Introduction: Deficiency of adenosine deaminase (ADA) manifests as severe combined immunodeficiency (SCID), caused by accumulation of toxic purine degradation by-products. Untreated patients develop immune and non-immune symptoms with fatal clinical course. According to ESID and EBMT recommendations enzyme replacement therapy (ERT) should be implemented as soon as possible to stabilize the patient's general condition, normalize transaminases, treat pulmonary proteinosis, bone dysplasia, and protect from neurological damage. Hematopoietic stem cell transplantation (HSCT) from a matched related donor (MRD) is a treatment of choice. In absence of such donor, gene therapy (GT) should be considered. HSCT from a matched unrelated donor (MUD) and haploidentical hematopoietic stem cell transplantation (hHSCT) are associated with worse prognosis.

Material and methods: We retrospectively evaluated the clinical course and results of biochemical, immunological and genetic tests of 7 patients diagnosed in Poland with ADA deficiency since 2010 to 2022.

Results: All patients demonstrated lymphopenia affecting of T, B and NK cells. Diagnosis was made on the basis of ADA activity in red blood cells and/or genetic testing. Patients manifested with various non-immunological symptoms including: lung proteinosis, skeletal dysplasia, liver dysfunction, atypical hemolytic-uremic syndrome, and psychomotor development disorders. Five patients underwent successful HSCT: 3 patients from matched unrelated donor, 2 from matched sibling donor, and 1 haploidentical from a parental donor. In 4 patients HSCT was preceded by enzyme therapy (lasting from 2 to 5 months). One patient with multiple organ failure died shortly after admission, before the diagnosis was confirmed. None of the patients had undergone gene therapy.

Conclusions: It is important to diagnose ADA SCID as early as possible, before irreversible multi-organ failure occurs. In Poland HSCT are performed according to international immunological societies recommendations, while ERT and GT are less accessible. Implementation of Newborn Screening (NBS) for SCID in Poland could enable recognition of SCID, including ADA-SCID.

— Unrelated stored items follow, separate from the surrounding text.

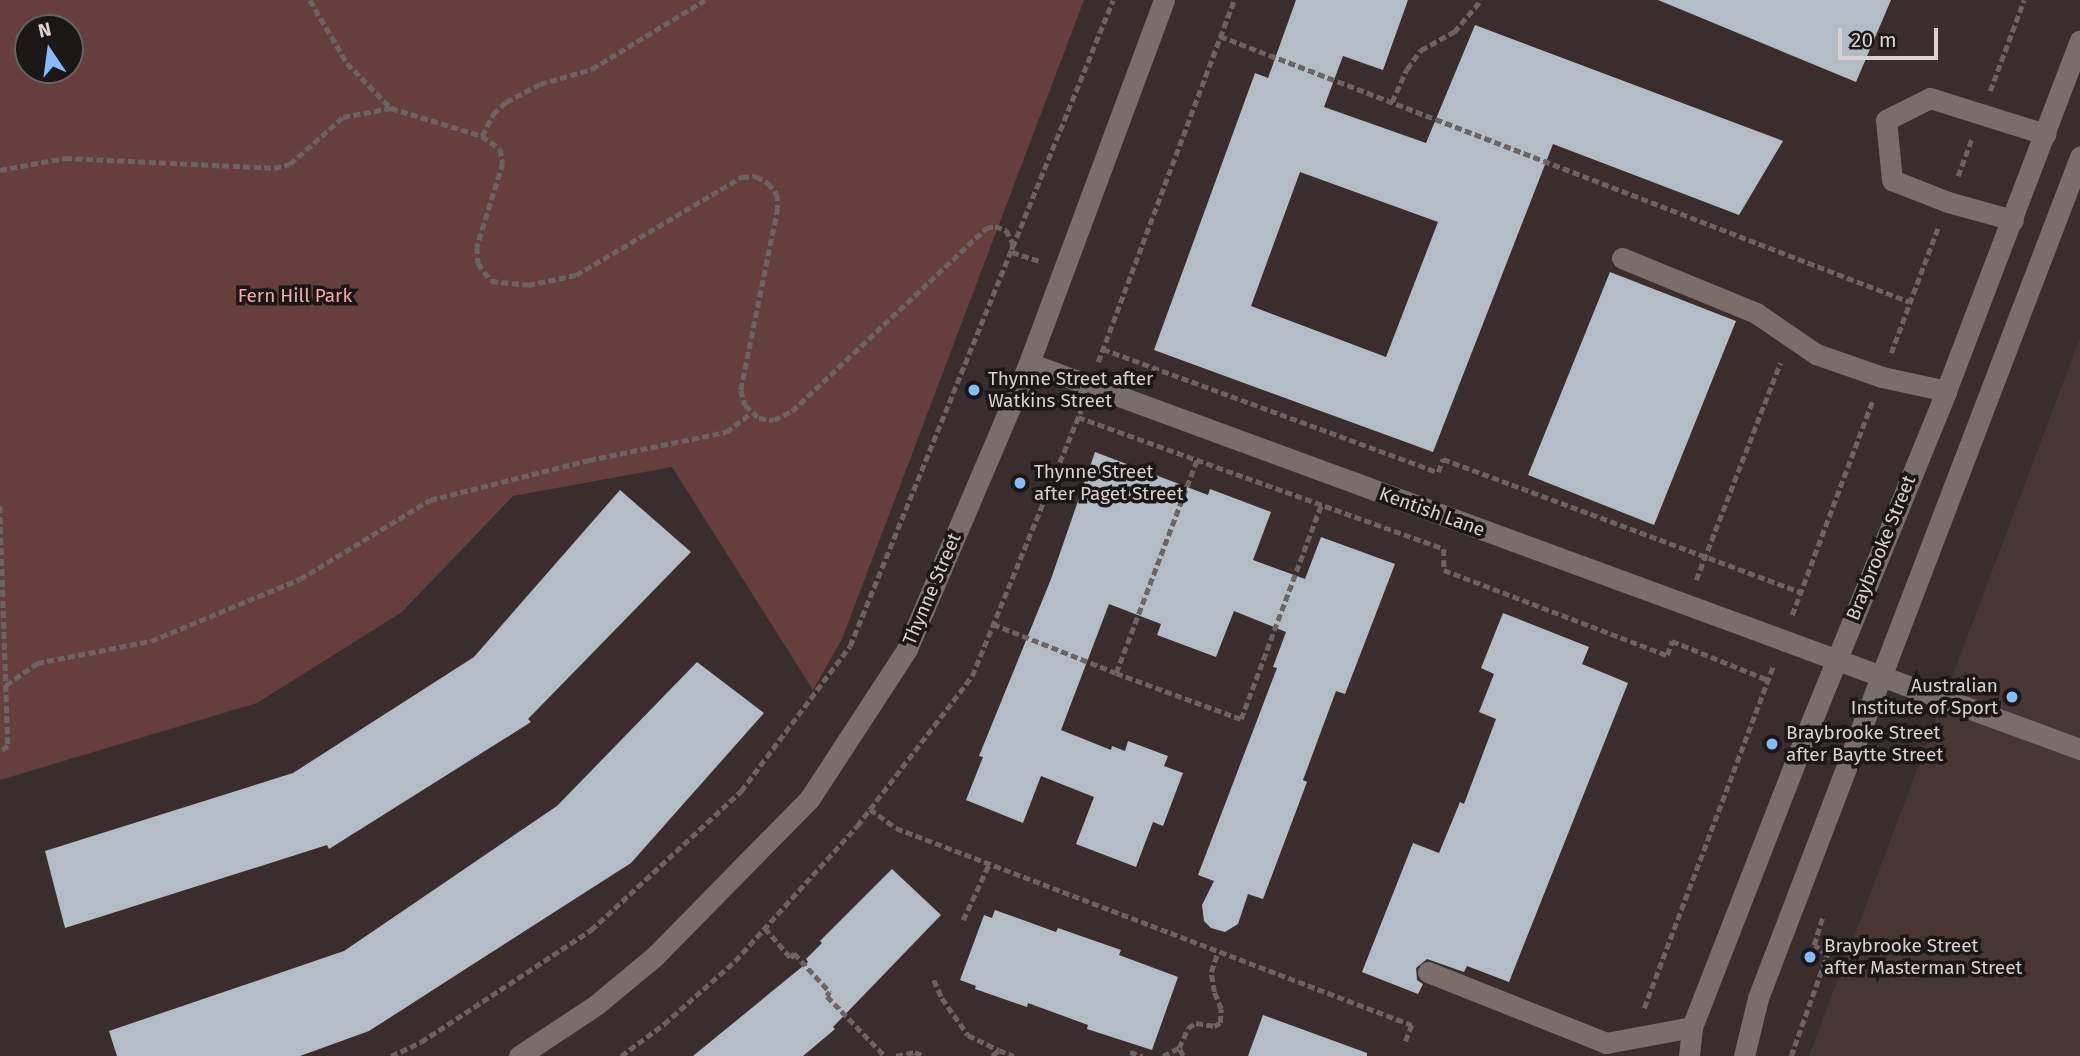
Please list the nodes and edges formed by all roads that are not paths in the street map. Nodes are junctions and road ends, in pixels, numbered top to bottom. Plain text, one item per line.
1 (1164, 0) edge
2 (2080, 41) edge
3 (2045, 134) junction
4 (2080, 157) edge
5 (2012, 220) junction
6 (1622, 258) dead end
7 (1029, 363) junction
8 (1946, 391) junction
9 (1835, 661) junction
10 (1881, 677) junction
11 (2080, 749) edge
12 (1428, 972) dead end
13 (1692, 1027) junction
14 (519, 1056) edge
15 (1689, 1056) edge
16 (1744, 1056) edge

1 - 7 street, Thynne Street
2 - 3 street, Braybrooke Street
3 - 5 street, Braybrooke Street
3 - 5 street
4 - 10 street
5 - 8 street, Braybrooke Street
6 - 8 street
7 - 9 street, Kentish Lane
7 - 14 street, Thynne Street
8 - 9 street, Braybrooke Street
9 - 10 street, Kentish Lane
9 - 13 street, Braybrooke Street
10 - 11 street, Kentish Lane
10 - 16 street
12 - 13 street
13 - 15 street, Braybrooke Street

Keywords: ERT (enzyme replacement therapy); HSCT = hematopoietic stem cell transplant; SCID - severe combined immunodeficiency; adenosine deaminase (ADA) deficiency; lymphopenia.

Figure 1

ADA-SCID sypmtoms: (A) Chest X-ray: scapular spurring with flaring and cupping of rid ends in the patient 6. (B) atrophic changes in the CNS were found in the brain magnetic in the patient 3 (C) computed tomography of the chest as ground-glass opacities with interlobular and intralobular interstitial thickening in patient 5.

Figure 2

Local BCG disease in patient 5: (A) before enzyme replacement therapy (ERT) normal BCG vaccination scar (B) 4 weeks of ERT, at the site of the BCG injection small spot appeared and turned into a blister, treatment with two tuberculostatic drugs: isoniazid and rifampicin has started (C) & weeks of ERT, a crusty scrab formed, which healed into a small scar.

Figure 3

Enzyme replacement therapy (ERT): (A) Aminotransferases normalization in patient 5 after ERT, the arrow indicates the beginning of treatment, (B) Lymphocyte numbers in patient P2, P5, P6 and P7 after 1, 2 and 4 months ERT.